DATA:
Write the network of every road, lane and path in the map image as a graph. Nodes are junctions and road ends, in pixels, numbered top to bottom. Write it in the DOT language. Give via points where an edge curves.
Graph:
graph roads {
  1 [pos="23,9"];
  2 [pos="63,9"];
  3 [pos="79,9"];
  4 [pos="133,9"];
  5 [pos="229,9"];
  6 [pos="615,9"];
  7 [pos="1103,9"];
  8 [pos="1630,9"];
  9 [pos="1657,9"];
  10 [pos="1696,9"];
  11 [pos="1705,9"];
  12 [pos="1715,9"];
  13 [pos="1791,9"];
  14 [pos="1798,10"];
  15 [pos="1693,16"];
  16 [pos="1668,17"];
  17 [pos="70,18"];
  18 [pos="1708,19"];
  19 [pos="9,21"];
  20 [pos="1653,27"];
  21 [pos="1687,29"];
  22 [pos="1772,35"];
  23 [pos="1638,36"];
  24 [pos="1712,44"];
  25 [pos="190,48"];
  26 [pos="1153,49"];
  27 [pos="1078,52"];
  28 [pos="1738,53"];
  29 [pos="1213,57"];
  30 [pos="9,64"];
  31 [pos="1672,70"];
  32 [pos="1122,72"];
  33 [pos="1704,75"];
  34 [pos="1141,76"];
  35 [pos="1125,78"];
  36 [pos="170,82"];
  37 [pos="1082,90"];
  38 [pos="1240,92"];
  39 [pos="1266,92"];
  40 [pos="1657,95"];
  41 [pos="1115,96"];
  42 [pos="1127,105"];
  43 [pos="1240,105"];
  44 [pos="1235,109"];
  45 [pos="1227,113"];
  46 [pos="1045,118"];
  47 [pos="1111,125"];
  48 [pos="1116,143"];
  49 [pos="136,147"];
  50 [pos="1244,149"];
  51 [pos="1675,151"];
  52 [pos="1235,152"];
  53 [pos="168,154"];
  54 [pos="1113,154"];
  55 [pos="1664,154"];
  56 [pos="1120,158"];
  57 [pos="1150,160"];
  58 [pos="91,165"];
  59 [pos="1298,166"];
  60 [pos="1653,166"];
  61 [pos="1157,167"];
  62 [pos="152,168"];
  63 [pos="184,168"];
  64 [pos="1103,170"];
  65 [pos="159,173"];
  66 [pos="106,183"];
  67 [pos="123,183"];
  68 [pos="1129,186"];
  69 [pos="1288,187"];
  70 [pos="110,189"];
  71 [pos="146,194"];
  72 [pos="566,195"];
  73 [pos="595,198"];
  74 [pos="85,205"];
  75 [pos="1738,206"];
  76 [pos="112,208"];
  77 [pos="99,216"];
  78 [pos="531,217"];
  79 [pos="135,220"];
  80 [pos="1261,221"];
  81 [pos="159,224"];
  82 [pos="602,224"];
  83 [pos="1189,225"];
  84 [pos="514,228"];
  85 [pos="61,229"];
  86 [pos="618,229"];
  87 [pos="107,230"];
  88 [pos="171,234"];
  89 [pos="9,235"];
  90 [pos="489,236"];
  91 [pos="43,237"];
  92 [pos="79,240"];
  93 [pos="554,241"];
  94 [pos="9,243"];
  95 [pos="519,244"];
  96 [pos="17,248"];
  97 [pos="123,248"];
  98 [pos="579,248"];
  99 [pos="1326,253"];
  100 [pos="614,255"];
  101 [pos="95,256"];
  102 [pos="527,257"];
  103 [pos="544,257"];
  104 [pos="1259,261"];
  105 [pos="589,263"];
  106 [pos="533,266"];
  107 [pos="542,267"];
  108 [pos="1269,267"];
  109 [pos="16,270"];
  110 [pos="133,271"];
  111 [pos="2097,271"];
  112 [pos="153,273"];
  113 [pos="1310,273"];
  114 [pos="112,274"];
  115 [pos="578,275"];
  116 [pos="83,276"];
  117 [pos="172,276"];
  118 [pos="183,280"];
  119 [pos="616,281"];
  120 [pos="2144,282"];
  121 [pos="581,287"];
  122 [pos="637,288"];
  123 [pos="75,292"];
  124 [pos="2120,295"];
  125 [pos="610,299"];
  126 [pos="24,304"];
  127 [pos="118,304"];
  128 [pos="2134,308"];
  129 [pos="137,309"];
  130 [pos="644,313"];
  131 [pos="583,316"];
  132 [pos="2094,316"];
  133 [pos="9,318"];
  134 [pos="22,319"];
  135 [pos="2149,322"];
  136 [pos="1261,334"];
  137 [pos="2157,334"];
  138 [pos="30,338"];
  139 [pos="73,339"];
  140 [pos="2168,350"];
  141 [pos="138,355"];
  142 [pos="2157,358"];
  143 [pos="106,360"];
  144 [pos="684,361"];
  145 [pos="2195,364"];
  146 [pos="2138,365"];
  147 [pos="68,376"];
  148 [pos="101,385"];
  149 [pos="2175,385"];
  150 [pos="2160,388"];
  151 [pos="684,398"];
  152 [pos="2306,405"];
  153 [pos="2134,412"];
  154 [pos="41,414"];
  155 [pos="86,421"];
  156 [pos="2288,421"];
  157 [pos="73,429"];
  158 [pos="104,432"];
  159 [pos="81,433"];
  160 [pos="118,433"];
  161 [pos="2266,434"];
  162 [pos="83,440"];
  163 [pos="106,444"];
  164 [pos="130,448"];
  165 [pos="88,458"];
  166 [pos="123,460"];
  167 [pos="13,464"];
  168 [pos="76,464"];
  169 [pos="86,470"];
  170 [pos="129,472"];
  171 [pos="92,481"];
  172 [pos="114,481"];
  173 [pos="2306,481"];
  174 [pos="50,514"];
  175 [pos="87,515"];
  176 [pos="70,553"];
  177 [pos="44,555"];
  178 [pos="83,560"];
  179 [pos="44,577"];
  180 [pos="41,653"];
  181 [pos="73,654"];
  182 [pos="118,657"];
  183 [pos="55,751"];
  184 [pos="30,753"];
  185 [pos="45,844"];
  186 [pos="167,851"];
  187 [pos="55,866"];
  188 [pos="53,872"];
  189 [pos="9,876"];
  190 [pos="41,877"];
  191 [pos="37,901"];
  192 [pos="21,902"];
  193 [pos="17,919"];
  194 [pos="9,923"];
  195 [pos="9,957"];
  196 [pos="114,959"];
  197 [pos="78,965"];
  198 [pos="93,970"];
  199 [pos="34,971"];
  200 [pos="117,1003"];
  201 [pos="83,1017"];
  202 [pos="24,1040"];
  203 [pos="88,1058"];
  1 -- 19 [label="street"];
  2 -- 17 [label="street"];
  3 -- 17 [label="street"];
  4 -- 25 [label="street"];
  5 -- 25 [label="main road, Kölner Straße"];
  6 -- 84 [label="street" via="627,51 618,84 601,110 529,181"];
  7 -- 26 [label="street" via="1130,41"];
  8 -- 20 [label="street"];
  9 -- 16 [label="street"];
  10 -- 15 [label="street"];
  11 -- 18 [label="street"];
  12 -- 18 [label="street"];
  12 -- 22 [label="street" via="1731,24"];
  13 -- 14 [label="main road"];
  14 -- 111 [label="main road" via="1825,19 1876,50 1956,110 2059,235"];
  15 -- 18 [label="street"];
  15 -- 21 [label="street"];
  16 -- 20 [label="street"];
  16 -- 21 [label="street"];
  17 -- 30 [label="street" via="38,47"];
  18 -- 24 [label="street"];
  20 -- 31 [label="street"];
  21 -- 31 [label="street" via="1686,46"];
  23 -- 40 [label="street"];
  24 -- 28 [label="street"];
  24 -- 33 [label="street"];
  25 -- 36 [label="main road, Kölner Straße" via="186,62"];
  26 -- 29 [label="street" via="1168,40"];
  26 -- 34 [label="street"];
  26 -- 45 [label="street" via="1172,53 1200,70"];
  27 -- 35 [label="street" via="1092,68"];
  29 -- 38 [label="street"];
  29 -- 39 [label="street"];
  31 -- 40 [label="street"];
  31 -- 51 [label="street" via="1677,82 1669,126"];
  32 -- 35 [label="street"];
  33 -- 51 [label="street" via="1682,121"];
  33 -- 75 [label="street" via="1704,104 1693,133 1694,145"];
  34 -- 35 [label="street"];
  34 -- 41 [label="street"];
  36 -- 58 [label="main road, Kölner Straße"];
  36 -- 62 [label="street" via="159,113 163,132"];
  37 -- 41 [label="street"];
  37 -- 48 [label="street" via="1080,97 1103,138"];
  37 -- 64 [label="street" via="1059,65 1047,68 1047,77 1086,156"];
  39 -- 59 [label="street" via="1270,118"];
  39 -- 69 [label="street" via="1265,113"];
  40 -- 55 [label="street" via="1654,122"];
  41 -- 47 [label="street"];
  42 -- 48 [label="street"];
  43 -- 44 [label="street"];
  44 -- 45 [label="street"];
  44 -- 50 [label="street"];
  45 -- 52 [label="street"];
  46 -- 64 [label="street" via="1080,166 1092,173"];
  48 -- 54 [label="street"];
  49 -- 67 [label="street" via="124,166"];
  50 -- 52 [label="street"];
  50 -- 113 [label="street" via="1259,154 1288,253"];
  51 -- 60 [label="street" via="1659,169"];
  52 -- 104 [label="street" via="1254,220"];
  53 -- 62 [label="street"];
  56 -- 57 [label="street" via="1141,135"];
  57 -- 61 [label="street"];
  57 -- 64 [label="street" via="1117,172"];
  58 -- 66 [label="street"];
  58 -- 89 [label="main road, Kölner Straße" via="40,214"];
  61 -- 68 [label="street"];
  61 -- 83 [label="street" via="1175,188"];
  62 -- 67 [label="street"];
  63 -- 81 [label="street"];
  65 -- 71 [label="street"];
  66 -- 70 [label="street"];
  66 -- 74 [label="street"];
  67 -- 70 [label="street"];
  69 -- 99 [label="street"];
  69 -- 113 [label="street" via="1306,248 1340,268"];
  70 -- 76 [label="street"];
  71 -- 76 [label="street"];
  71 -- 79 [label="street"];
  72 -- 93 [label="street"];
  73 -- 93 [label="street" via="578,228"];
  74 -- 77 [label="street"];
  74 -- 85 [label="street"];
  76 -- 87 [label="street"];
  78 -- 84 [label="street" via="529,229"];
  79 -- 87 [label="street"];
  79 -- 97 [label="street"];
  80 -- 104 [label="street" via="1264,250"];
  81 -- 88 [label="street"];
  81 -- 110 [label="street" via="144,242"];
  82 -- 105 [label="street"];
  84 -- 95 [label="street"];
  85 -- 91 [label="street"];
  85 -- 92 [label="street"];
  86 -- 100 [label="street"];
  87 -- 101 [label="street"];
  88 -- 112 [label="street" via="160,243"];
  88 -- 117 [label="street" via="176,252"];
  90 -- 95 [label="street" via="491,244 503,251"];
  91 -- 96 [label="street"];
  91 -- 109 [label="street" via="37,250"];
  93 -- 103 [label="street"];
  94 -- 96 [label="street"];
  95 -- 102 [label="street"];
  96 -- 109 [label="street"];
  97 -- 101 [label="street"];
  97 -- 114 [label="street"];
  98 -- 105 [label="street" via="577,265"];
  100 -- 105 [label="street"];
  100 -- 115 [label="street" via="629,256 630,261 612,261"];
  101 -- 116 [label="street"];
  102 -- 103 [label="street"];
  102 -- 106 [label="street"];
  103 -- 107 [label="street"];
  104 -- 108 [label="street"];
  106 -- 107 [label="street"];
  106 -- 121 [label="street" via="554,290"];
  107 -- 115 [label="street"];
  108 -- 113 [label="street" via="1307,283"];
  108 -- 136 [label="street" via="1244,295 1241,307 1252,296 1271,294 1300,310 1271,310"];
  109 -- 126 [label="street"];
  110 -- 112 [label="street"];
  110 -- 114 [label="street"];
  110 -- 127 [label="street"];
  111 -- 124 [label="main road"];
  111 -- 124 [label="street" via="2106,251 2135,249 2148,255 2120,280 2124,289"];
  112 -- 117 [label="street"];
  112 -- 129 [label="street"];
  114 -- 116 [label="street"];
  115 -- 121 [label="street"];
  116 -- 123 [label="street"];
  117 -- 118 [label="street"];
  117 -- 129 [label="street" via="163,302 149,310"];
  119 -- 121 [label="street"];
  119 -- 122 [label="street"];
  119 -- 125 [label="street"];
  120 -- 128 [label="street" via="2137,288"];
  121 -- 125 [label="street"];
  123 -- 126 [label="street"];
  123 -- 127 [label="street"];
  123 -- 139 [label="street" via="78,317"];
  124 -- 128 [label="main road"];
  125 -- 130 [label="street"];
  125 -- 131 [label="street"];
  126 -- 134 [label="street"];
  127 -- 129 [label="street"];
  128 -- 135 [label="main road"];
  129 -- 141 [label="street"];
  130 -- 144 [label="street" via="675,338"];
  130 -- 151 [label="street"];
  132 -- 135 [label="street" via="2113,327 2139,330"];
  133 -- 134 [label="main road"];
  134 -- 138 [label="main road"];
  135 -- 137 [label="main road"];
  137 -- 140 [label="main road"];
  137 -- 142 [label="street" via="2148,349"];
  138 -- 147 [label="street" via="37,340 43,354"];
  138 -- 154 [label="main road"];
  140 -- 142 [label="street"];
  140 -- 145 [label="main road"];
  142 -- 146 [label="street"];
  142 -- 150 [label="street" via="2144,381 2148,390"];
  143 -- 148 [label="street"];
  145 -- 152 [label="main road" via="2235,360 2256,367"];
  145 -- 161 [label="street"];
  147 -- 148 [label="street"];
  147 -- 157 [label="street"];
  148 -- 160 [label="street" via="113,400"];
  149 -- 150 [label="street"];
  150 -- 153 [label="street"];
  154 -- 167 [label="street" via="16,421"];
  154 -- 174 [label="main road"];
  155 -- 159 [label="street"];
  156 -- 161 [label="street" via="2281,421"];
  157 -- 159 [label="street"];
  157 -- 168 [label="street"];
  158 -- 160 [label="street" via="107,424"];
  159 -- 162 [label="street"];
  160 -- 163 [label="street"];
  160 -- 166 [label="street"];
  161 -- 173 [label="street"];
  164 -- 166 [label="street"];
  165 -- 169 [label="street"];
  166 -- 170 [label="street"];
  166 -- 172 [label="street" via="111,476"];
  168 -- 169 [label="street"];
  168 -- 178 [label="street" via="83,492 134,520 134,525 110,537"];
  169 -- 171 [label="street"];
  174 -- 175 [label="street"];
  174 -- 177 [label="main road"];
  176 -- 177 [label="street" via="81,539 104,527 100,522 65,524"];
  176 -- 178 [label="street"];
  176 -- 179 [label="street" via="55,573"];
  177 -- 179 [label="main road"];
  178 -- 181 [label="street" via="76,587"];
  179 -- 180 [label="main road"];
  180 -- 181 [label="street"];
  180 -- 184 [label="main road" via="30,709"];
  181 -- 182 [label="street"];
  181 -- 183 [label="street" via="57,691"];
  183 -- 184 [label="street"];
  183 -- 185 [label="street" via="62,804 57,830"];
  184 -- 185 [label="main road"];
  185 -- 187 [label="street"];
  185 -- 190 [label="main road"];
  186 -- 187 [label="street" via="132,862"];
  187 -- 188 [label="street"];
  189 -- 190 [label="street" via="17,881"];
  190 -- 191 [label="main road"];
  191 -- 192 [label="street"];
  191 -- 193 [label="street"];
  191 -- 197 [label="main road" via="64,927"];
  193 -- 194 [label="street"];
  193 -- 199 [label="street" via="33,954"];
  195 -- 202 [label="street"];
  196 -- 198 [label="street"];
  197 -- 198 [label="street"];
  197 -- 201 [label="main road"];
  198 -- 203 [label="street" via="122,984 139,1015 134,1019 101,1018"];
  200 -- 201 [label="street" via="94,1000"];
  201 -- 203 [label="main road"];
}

BRIEF: Using the entries above, find all lines with "Straße". Copy them.

EXERCISE SOLUTION:
  5 -- 25 [label="main road, Kölner Straße"];
  25 -- 36 [label="main road, Kölner Straße" via="186,62"];
  36 -- 58 [label="main road, Kölner Straße"];
  58 -- 89 [label="main road, Kölner Straße" via="40,214"];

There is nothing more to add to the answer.